Yemin ediyorum, bir daha ettiğim yeminleri tutmayacağım...
Bu güne kadar TBMM’sinde kaç milletvekili, “Cumhuriyetin temel ilkelerini korumak” yemin etti. Şöyle bir liste verelim.
1950 de 487 1951 de 18 1954 de 535
1957 de 602 1961 de 450 1965 de 450
1969 da 450 1973 de 450 1977 de 450
1983 de 400 1987 de 450 1991 de 450
1995 de 550 1999 da 550 2002 de 550
2007 de 550 2011 de 550’ 2015’de 550
2015’de 550 2018’da 600 2023’de 600
olmak üzere sadece Cumhuriyet tarihinin son 73 yılında 10.242 milletvekili, TBMM’de yani halkın huzurunda yani halkın yüce meclisinde; “Cumhuriyetin temel ilkelerini koruyacaklarına Namus ve şerefleri üzerine “ yemin ederler.
Başka neyi koruyacakları üzerine ederler:
Laik Cumhuriyete, egemenlik hakkına, hukukun üstünlüğüne vs.. vs… Güzel ve insana dair ne varsa onun üzerine yemin…
Kim ki sık sık kardeşlikten söz ediyorsa; onun kardeşliğinden…
Kim ki, ahlak ve inançtan sık sık söz ediyorsa; onun inançlarından,
Kim ki sözlerinin doğruluğu için sık sık yemin ediyorsa; onun söylediklerinden daima şüpheye düşmüşümdür.
Kardeşlik, inanç, erdem gibi söz ve davranışlar asla yemine ihtiyaç duymazlar…
YEMİNİN ŞEYTANI: ÇIKAR DUYGUSU
73 yılda görev yapmış on bini aşkın milletvekili, sözlerinde durmuşlarsa, ülkenin bu hali ne?
Eğer ülkenin hali bu ise, o zaman bu yemin neden yapılıyor?
Bakanlar, Başbakanlar ve Cumhurbaşkanlarını saymadım bile…
Yemini bozmak tutmaktan kolay geliyor olmalı. Çoğunlukta kolayı seçiyor.
Yemin, bazen insanın içindeki “çıkar” duygusu denilen şeytanla baş edebilmenin teminatıdır.
Çıkar duygusu yeminin şeytanıdır.

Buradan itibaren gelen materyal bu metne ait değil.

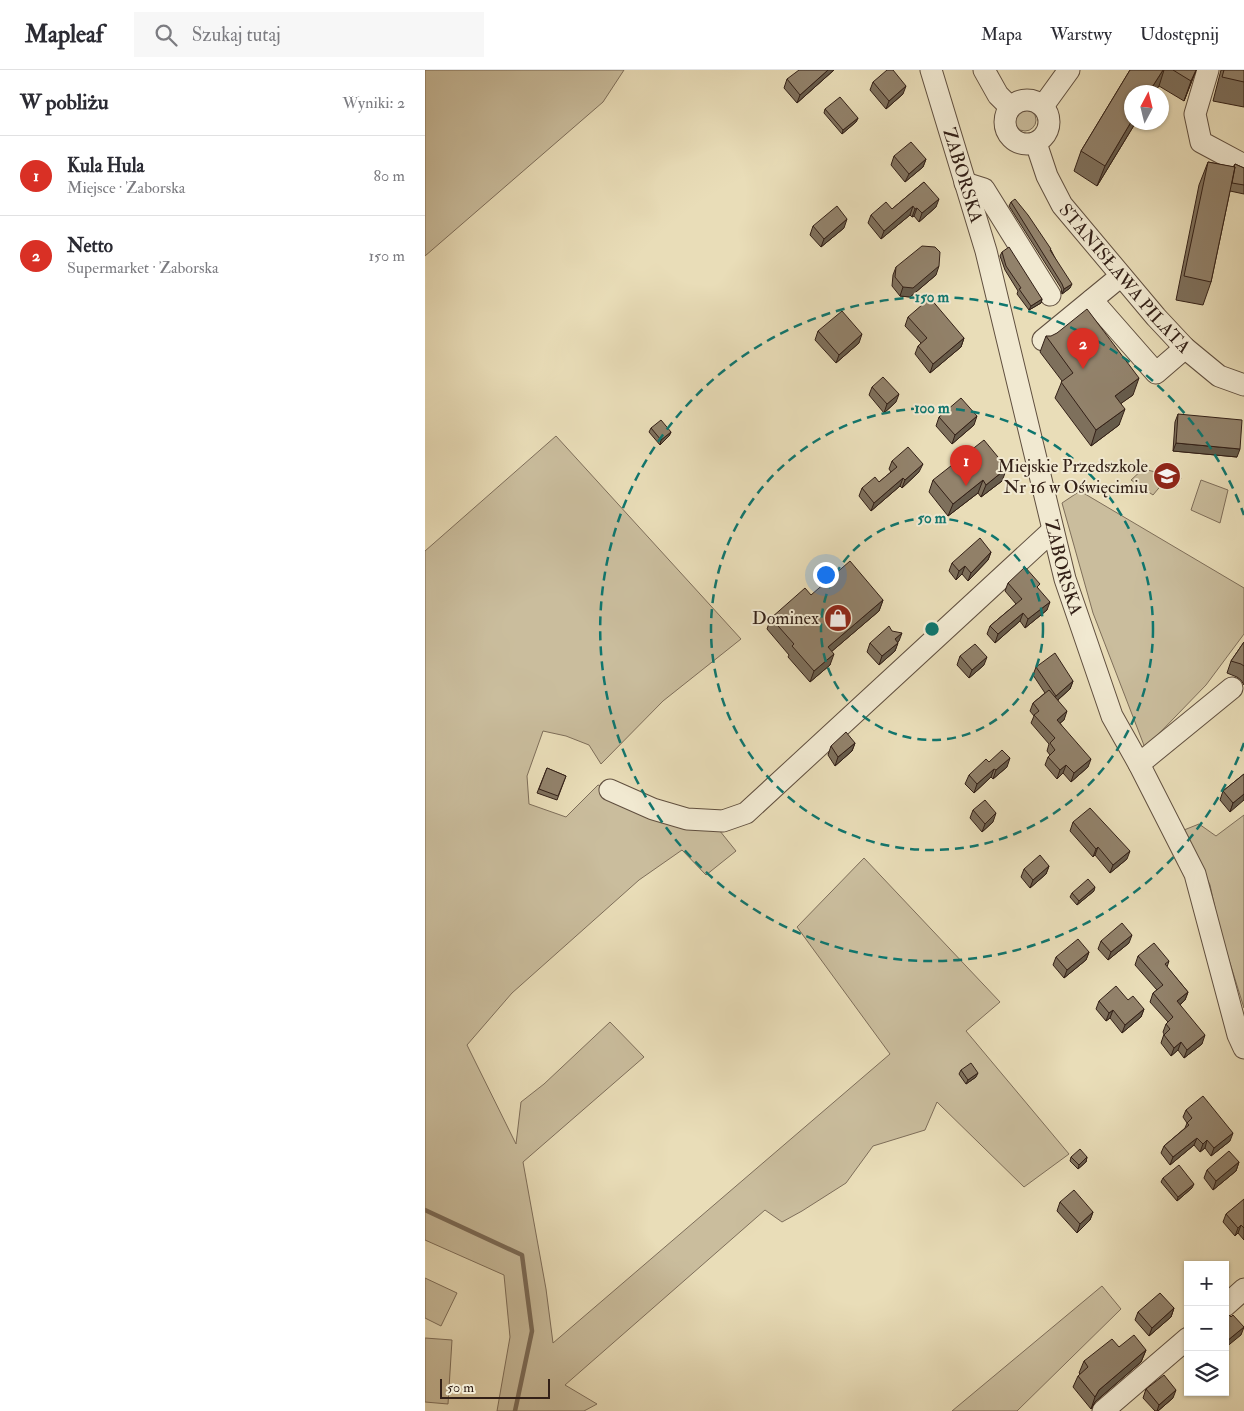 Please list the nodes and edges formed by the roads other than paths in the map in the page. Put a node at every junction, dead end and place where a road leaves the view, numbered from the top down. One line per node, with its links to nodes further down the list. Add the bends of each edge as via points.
1 (931, 70): 9 (street, ZABORSKA)
2 (984, 70): 6 (street, via 998,95)
3 (1069, 70): 5 (street)
4 (1208, 70): 8 (street, via 1195,114 1201,142)
5 (1043, 106): 6 (street, via 1023,100); 7 (street, via 1049,127 1042,139)
6 (1010, 107): 7 (street, via 1005,121 1009,135 1021,144)
7 (1035, 143): 10 (street, STANISŁAWA PILATA, via 1062,205)
8 (1244, 165)
9 (965, 183): 11 (street, via 984,189); 16 (street, ZABORSKA, via 986,251)
10 (1121, 276): 12 (street); 14 (street, STANISŁAWA PILATA)
11 (1050, 294)
12 (1092, 300): 13 (street); 14 (street, via 1156,373)
13 (1043, 340)
14 (1185, 348): 15 (street, STANISŁAWA PILATA, via 1219,376)
15 (1244, 386)
16 (1053, 530): 18 (street, ZABORSKA, via 1065,579 1112,716); 19 (street, via 746,813 723,822 687,819 653,809)
17 (1232, 688): 18 (street)
18 (1139, 764): 20 (street, ZABORSKA, via 1195,874)
19 (610, 790)
20 (1244, 1048)
21 (1244, 1290): 22 (street)
22 (1229, 1303)
23 (1184, 1341): 24 (street)
24 (1103, 1411) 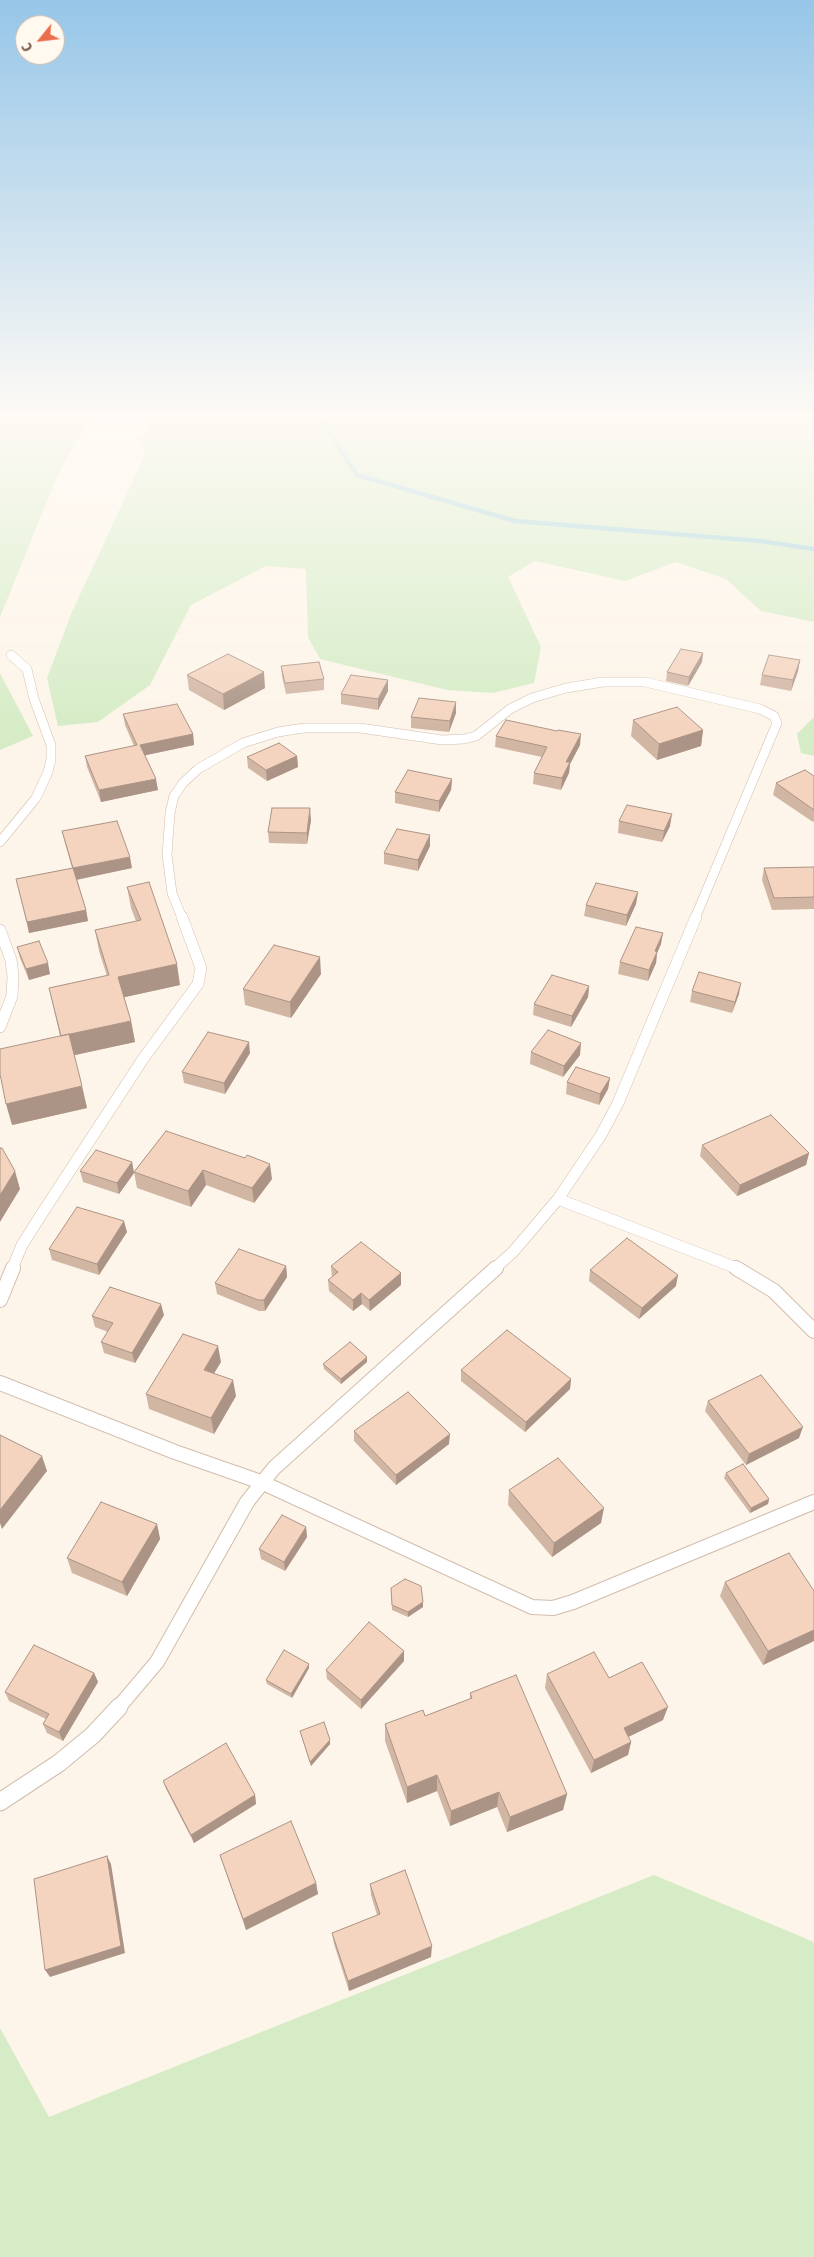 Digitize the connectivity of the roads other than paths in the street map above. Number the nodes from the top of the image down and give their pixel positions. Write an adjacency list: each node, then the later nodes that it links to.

Bu şeytan çoğu zaman yemini alt eder.
Zaman zaman şu soru kafama takılır. Dinsel inançlara göre, her insanın sağ ve sol omzunda birer iyilik ve kötülük meleği var. Demek ki bu gün yaklaşık 16 milyar melek Tanrının emrinde. Mikail, Cebrail, İsrafil ve Azrail’de 4 melek… Yeryüzünde on binlerce cami, kilise, havra, tapınak; sayısı milyonlara ulaşan her inançtan din adamı. Yani bu kadar geniş bir teşkilat... Ama şeytan tek başına… Bu devasa teşkilat, tek başına olan şeytanla baş edemiyor. Şeytan ayakta… Şeytan yok edilemiyor…
Bu soruyu bilgisine güvendiğim bir din adamına sormuştum. Yanıtı şuydu: “Çünkü, şeytan insanın içindedir.”
Laiklik, ülkenin bölünmez bütünlüğü gibi kavramların üzerine yemin edenler sonuçta, artık gizlemeden dış çevrelerin emir ve talimatları doğrultusunda kararlar almaya başladılar. Artık aldığımız nefes bile, talimatla belirlenecek.
Gerçekten bu yeminler niye yapıldı?
Şimdi paradoksumuzu ortaya atabiliriz. : “Yemin ediyorum, bir daha ettiğim yeminleri tutmayacağım.”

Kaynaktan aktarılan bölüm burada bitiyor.